Hoy he vuelto a mi infancia, al lugar en donde me enseñaron a
orar, a hablar con Dios, a ser realmente consciente de que me amaba, a mí, a un
niño llamado Enrique. Seis años, sentado en el suelo ante el Santísimo en
pequeños grupos. En aquella Capilla, en la Cuaresma de 1973, sentí por primera
vez un intenso calor. Asustado, empecé a aprender a callar.
El de hoy no ha sido mi mejor día; difícil, inquieto, torpe y
extraño. Como cada jueves he acudido a la Oración a PS, pero hoy había algo
diferente, especial. Ese algo diferente hizo que bajo la barba, las gafas y la
ingente capa de grasa de un señor de 45 años aflorara un niño de 1º de EGB, con
sus rizos rubios sobre la frente; el corazón de los dos era uno, y sintió el
mismo calor que entonces, pero la madurez y las incontables piedras con las que
he venido tropezando a lo largo del camino de mi vida marcan la diferencia,
porque ni el niño ni el hombre tuvieron ya miedo sino una paz casi perfecta. La
misma persona ante el mismo Cuerpo de Cristo. Como cada semana, pero con una
alfombra roja de diferencia. No recuerdo el color de aquella sobre la que yo me
sentaba de niño, pero esta era roja.

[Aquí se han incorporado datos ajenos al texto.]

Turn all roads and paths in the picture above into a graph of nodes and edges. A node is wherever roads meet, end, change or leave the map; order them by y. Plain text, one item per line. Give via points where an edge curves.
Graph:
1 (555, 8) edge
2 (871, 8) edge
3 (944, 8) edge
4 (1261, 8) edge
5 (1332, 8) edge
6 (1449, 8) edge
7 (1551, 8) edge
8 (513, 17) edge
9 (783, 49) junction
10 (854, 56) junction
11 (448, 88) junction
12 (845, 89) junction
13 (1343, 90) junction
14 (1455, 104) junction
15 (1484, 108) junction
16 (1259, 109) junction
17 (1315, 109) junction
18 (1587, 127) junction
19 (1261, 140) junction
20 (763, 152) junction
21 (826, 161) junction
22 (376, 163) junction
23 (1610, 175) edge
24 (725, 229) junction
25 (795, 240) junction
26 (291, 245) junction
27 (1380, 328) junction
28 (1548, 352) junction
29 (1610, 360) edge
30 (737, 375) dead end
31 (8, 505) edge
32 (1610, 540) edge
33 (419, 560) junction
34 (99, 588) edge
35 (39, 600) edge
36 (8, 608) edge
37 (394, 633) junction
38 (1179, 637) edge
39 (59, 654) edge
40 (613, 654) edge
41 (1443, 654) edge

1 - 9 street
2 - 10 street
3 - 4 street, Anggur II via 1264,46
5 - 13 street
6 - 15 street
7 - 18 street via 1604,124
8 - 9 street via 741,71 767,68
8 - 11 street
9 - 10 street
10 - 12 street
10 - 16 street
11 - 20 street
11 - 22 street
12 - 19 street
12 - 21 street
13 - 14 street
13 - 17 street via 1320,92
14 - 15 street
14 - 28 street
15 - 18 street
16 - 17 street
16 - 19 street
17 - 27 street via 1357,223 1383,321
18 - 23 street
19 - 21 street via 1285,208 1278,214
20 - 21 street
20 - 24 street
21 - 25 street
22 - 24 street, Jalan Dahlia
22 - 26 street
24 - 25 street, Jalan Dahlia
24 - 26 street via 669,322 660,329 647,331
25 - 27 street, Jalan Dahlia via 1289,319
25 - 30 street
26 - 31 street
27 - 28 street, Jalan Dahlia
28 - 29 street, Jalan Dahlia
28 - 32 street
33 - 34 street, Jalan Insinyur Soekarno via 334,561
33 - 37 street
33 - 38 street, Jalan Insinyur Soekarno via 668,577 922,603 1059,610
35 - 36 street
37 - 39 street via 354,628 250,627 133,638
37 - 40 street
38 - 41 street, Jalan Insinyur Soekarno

Sobre ella, a los mismo pies del altar, a
los pies de la Custodia, un grupo de jóvenes adorando al Señor. Recogidos, con
el impresionante respeto que dan la normalidad y la confianza. Las velas
iluminando repartidas, y el incienso elevando nuestra oración. Yo esta tarde
quería presentarle, entre otras cosas, el sufrimiento del abuelo de uno de
ellos, y lo he hecho, pero era casi innecesario porque la fe, la actitud y la
vida de ese chico arrodillado en el suelo hacen que su oración llegue a varios
cuerpos de distancia de la mía.
Al contemplar al Señor era imposible no ver a esos muchachos;
no conocía a todos, solamente a tres, y los quiero aunque haya a quien le
cueste creerlo. Sobre esa alfombra roja he creído ver a un niño pequeño,
impresionado, confundido, comenzando su vida de preguntas sin respuesta.
Además, hoy la Oración ha sido muy especial porque dos
Redentoristas nos ofrecían la oportunidad del sacramento de la Reconciliación.
Y eso era lo que yo necesitaba. En el confesionario entró un torpe señor de 45
años, y de él salió un niño feliz de seis queriendo correr hacia la alfombra a
adorar en silencio. Y el hombre sentado en su banco se vio sorprendido por una
lágrima.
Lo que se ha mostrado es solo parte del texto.